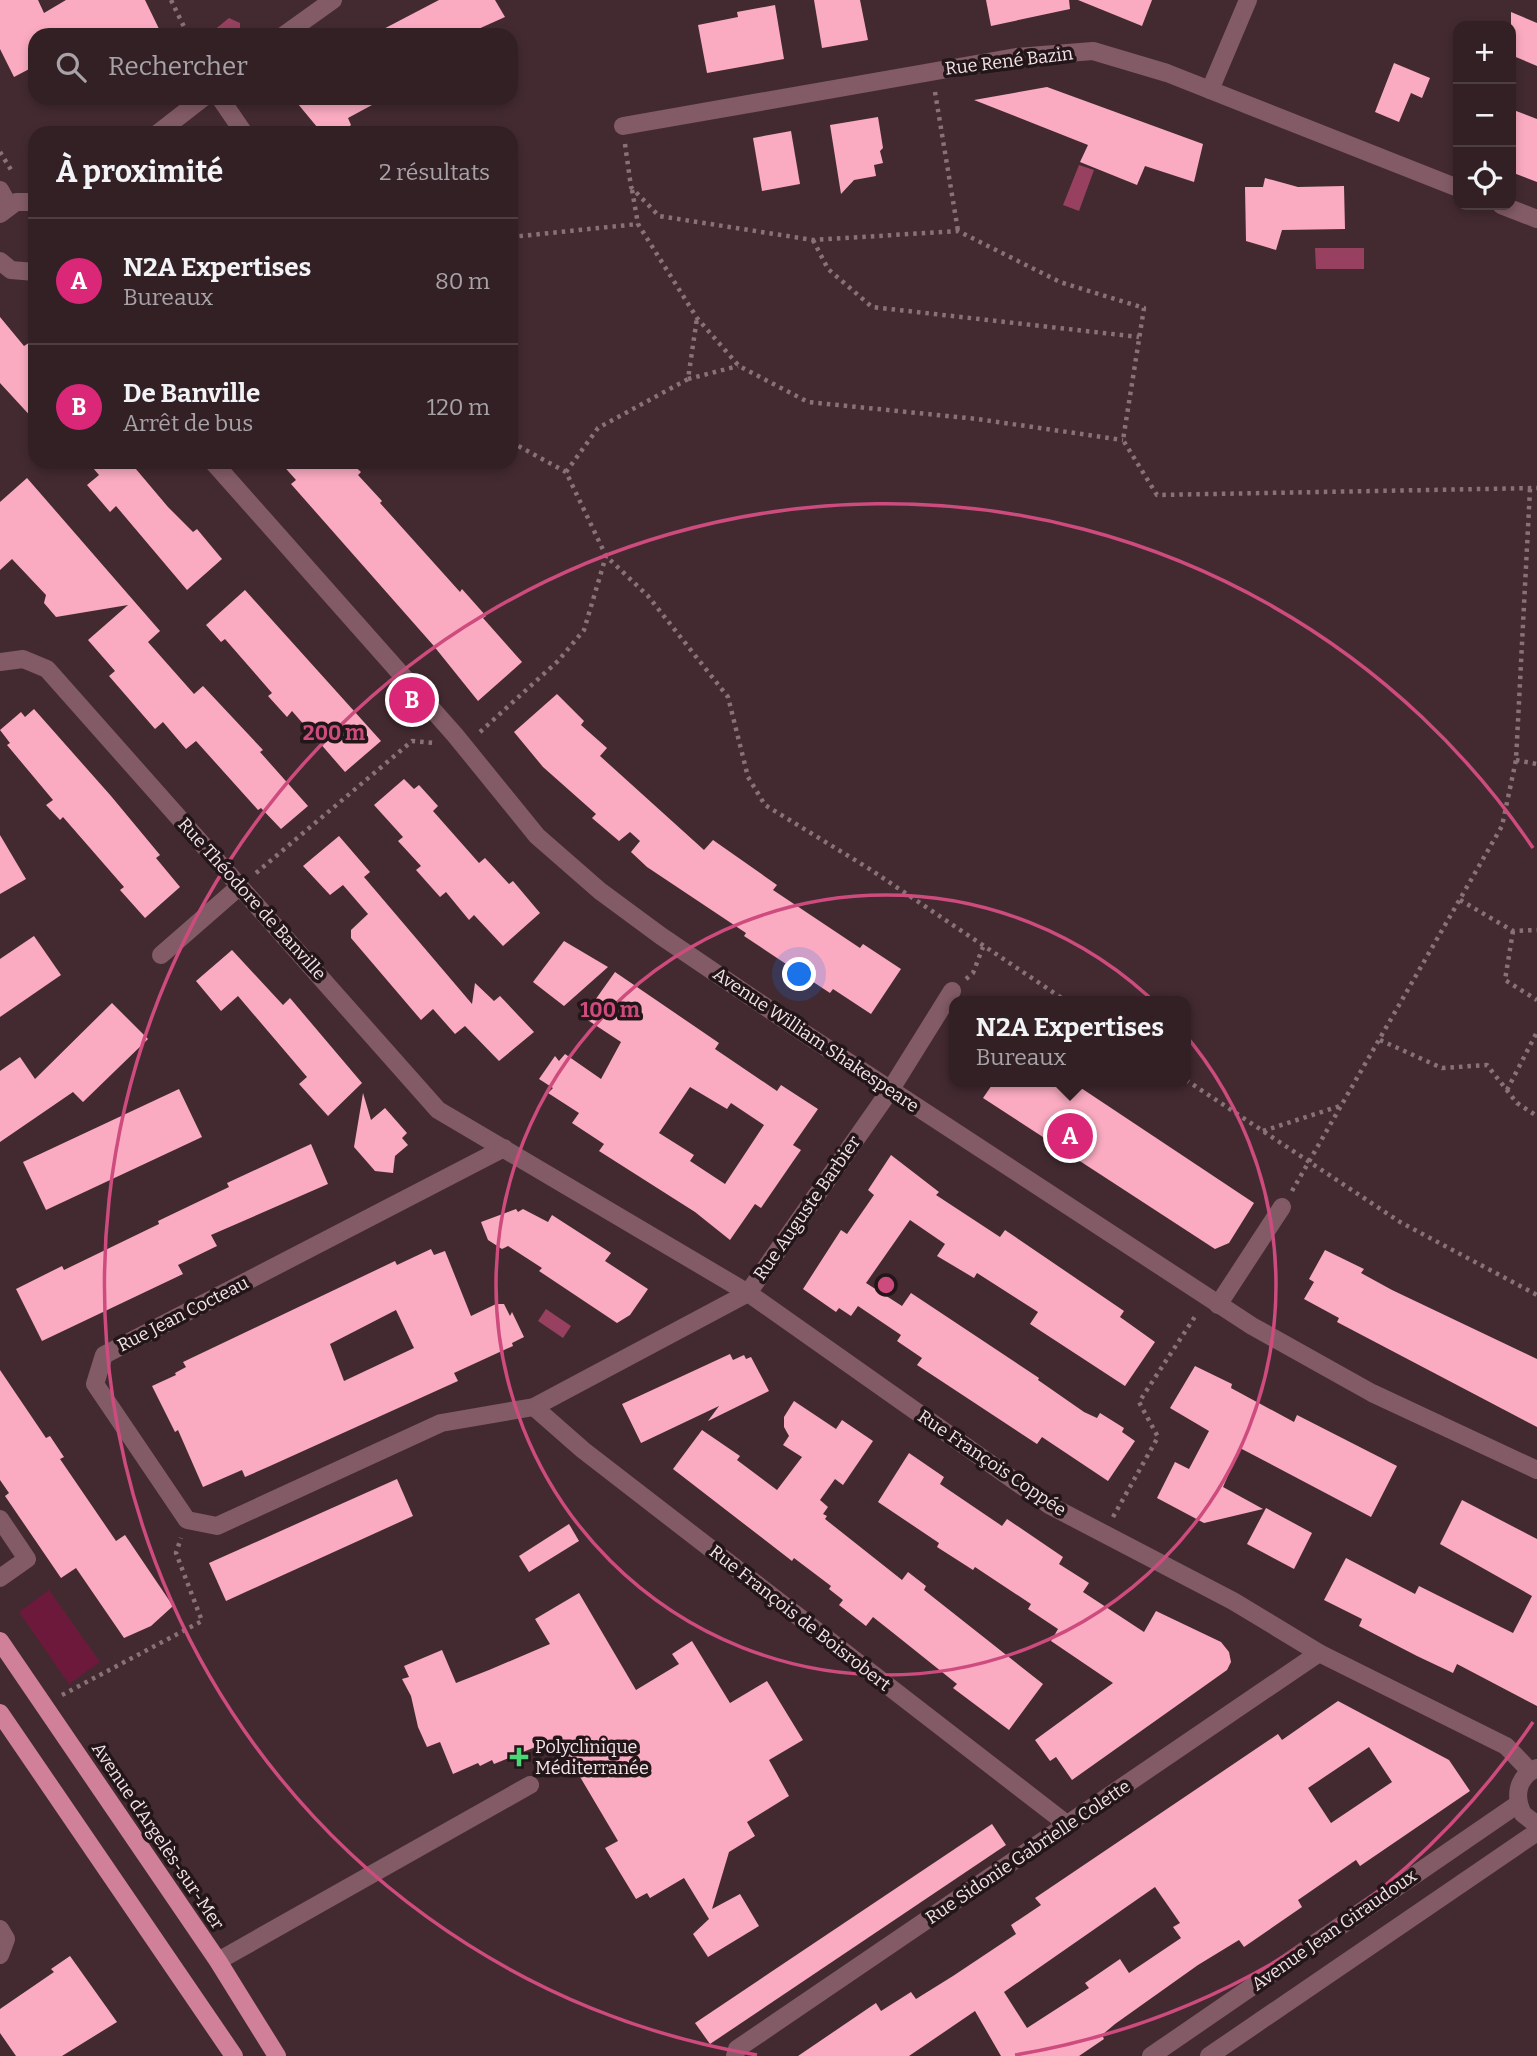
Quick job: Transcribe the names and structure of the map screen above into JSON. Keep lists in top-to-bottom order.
{
  "streets": {
    "main road": ["Avenue d'Argelès-sur-Mer"],
    "street": [
      "Rue René Bazin",
      "Rue Théodore de Banville",
      "Avenue William Shakespeare",
      "Rue Auguste Barbier",
      "Rue Jean Cocteau",
      "Rue François Coppée",
      "Rue François de Boisrobert",
      "Rue Sidonie Gabrielle Colette",
      "Avenue Jean Giraudoux"
    ]
  },
  "crossings": [
    ["Rue Théodore de Banville", "Rue Jean Cocteau"],
    ["Rue Théodore de Banville", "Rue François Coppée"],
    ["Avenue William Shakespeare", "Rue Auguste Barbier"],
    ["Rue Auguste Barbier", "Rue François Coppée"],
    ["Rue Auguste Barbier", "Rue François de Boisrobert"],
    ["Rue Jean Cocteau", "Rue François Coppée"],
    ["Rue François Coppée", "Rue Sidonie Gabrielle Colette"],
    ["Rue François de Boisrobert", "Rue Sidonie Gabrielle Colette"]
  ],
  "places": {
    "health": ["Polyclinique Méditerranée"]
  },
  "page": {
    "map_buttons": ["+", "−"],
    "search": "Rechercher",
    "heading": ["À proximité", "2 résultats"],
    "list": [
      {
        "mark": "A",
        "name": "N2A Expertises",
        "note": "Bureaux",
        "value": "80 m"
      },
      {
        "mark": "B",
        "name": "De Banville",
        "note": "Arrêt de bus",
        "value": "120 m"
      }
    ],
    "pins": ["B", "A"],
    "popup": ["N2A Expertises", "Bureaux"]
  },
  "rings": ["200 m", "100 m"]
}
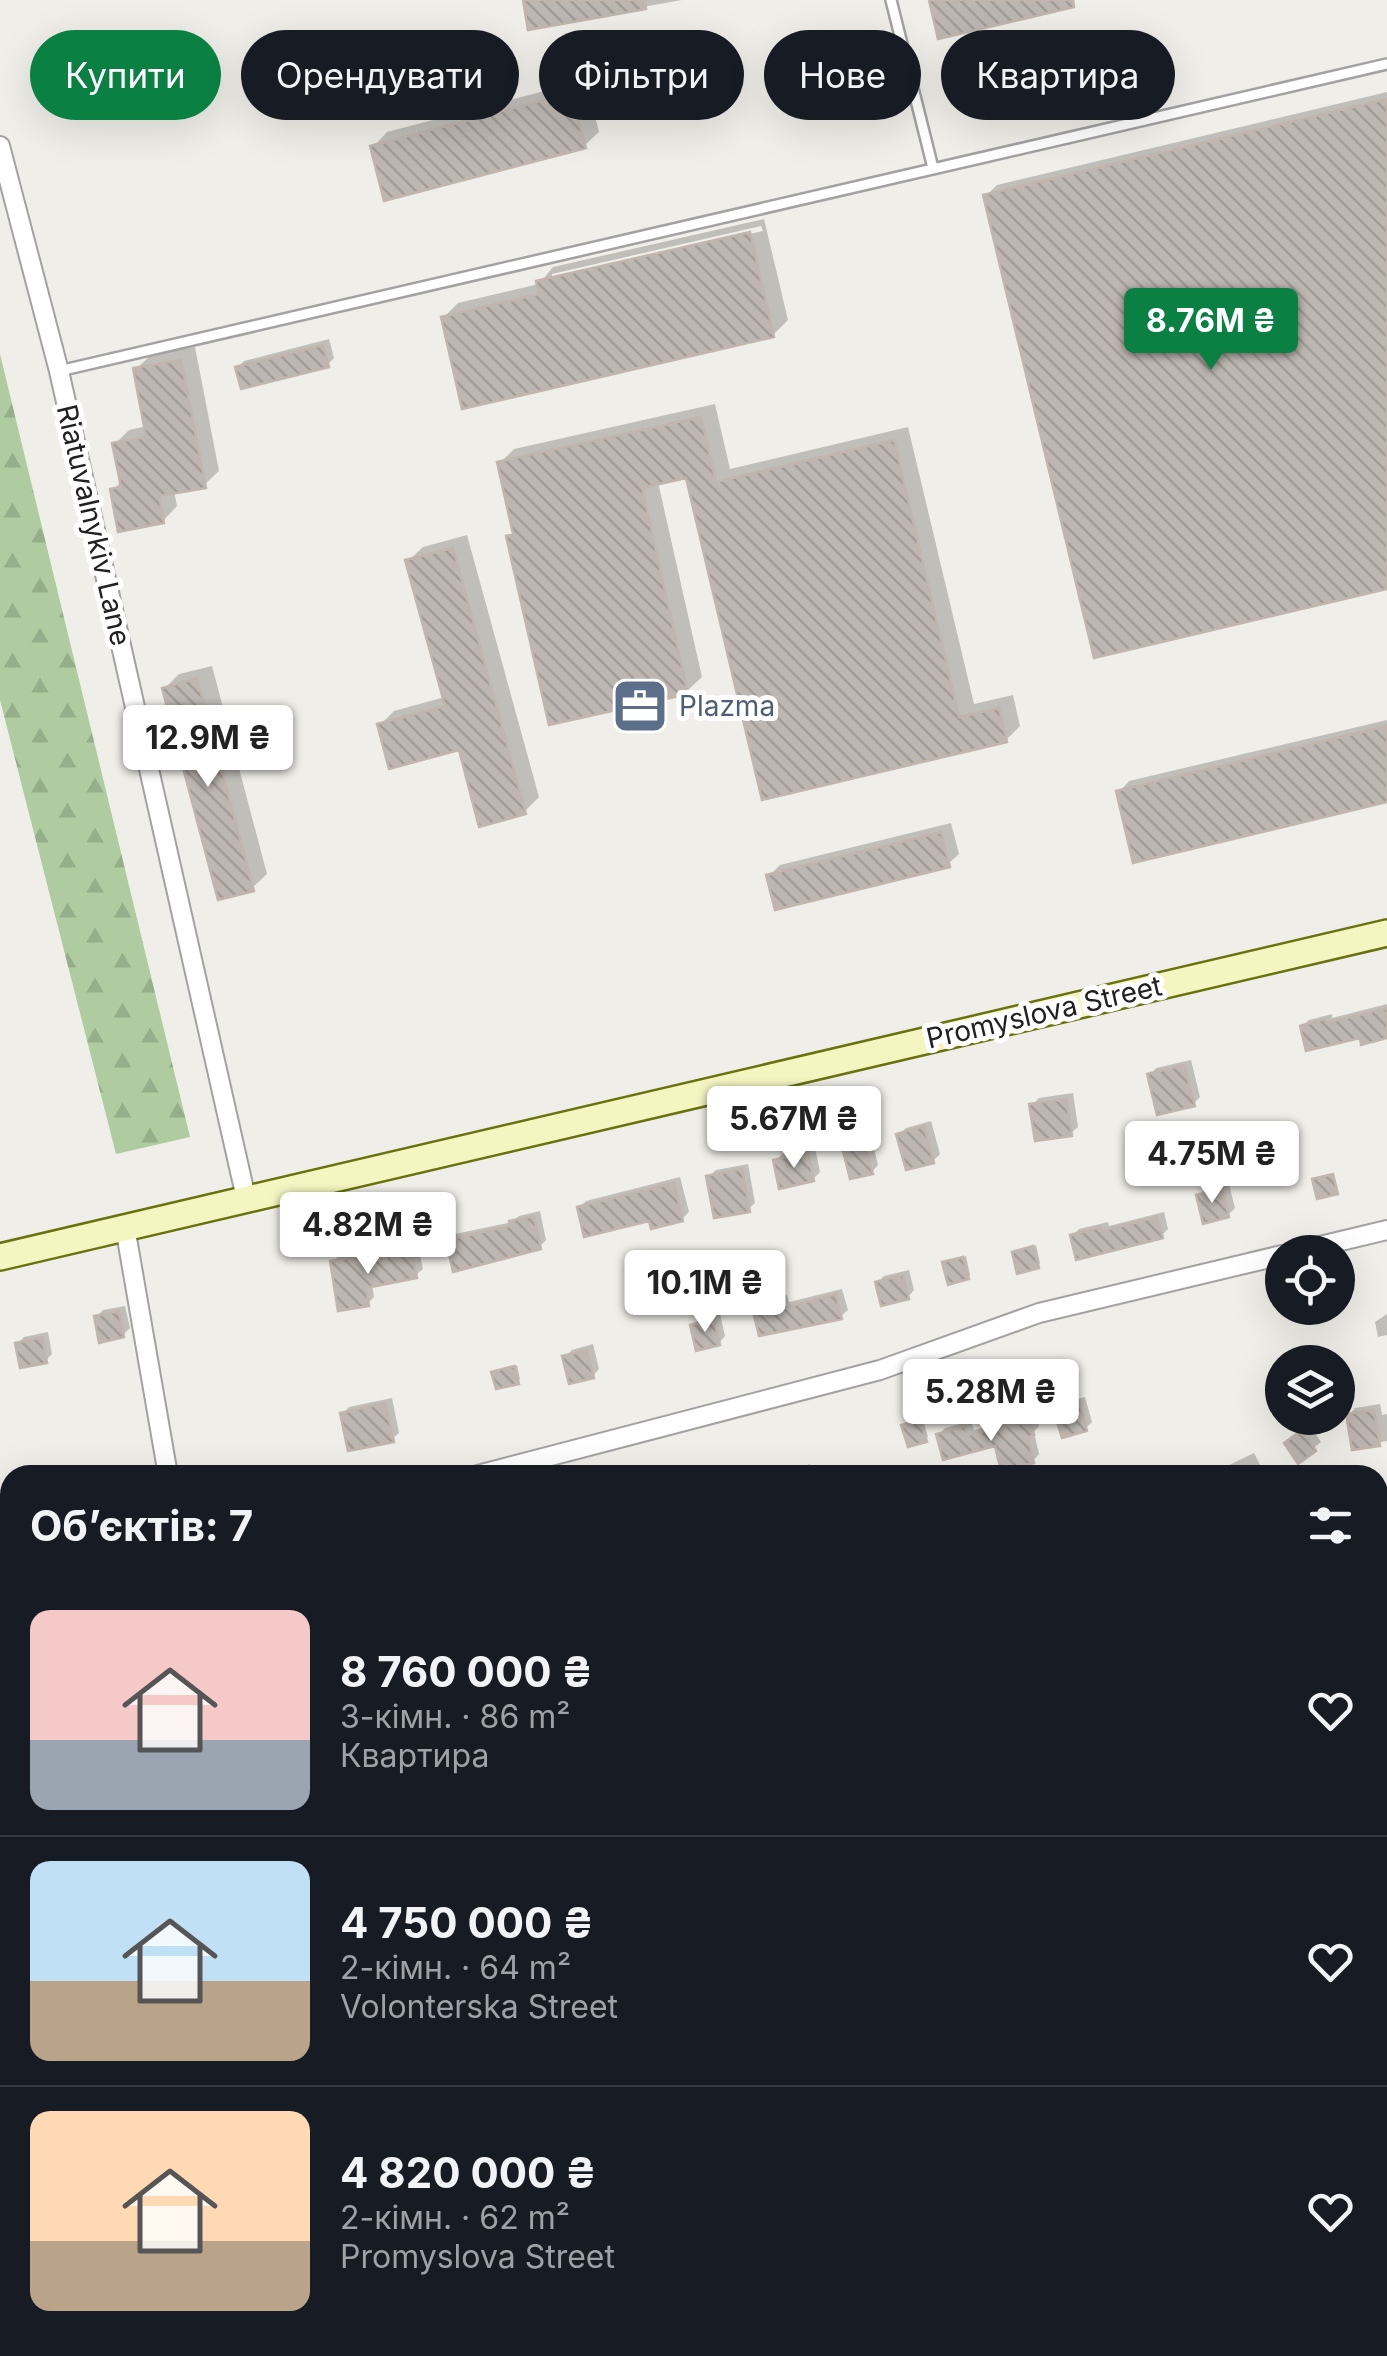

— Requirement —
Retype all of the material above precisely as it reads. Pictures are not part of the copy.

— Result of the exercise —
Quick job: Transcribe the names and structure of the map screen above into JSON. Keep lists in top-to-bottom order.
{
  "streets": {
    "main road": ["Avenue d'Argelès-sur-Mer"],
    "street": [
      "Rue René Bazin",
      "Rue Théodore de Banville",
      "Avenue William Shakespeare",
      "Rue Auguste Barbier",
      "Rue Jean Cocteau",
      "Rue François Coppée",
      "Rue François de Boisrobert",
      "Rue Sidonie Gabrielle Colette",
      "Avenue Jean Giraudoux"
    ]
  },
  "crossings": [
    ["Rue Théodore de Banville", "Rue Jean Cocteau"],
    ["Rue Théodore de Banville", "Rue François Coppée"],
    ["Avenue William Shakespeare", "Rue Auguste Barbier"],
    ["Rue Auguste Barbier", "Rue François Coppée"],
    ["Rue Auguste Barbier", "Rue François de Boisrobert"],
    ["Rue Jean Cocteau", "Rue François Coppée"],
    ["Rue François Coppée", "Rue Sidonie Gabrielle Colette"],
    ["Rue François de Boisrobert", "Rue Sidonie Gabrielle Colette"]
  ],
  "places": {
    "health": ["Polyclinique Méditerranée"]
  },
  "page": {
    "map_buttons": ["+", "−"],
    "search": "Rechercher",
    "heading": ["À proximité", "2 résultats"],
    "list": [
      {
        "mark": "A",
        "name": "N2A Expertises",
        "note": "Bureaux",
        "value": "80 m"
      },
      {
        "mark": "B",
        "name": "De Banville",
        "note": "Arrêt de bus",
        "value": "120 m"
      }
    ],
    "pins": ["B", "A"],
    "popup": ["N2A Expertises", "Bureaux"]
  },
  "rings": ["200 m", "100 m"]
}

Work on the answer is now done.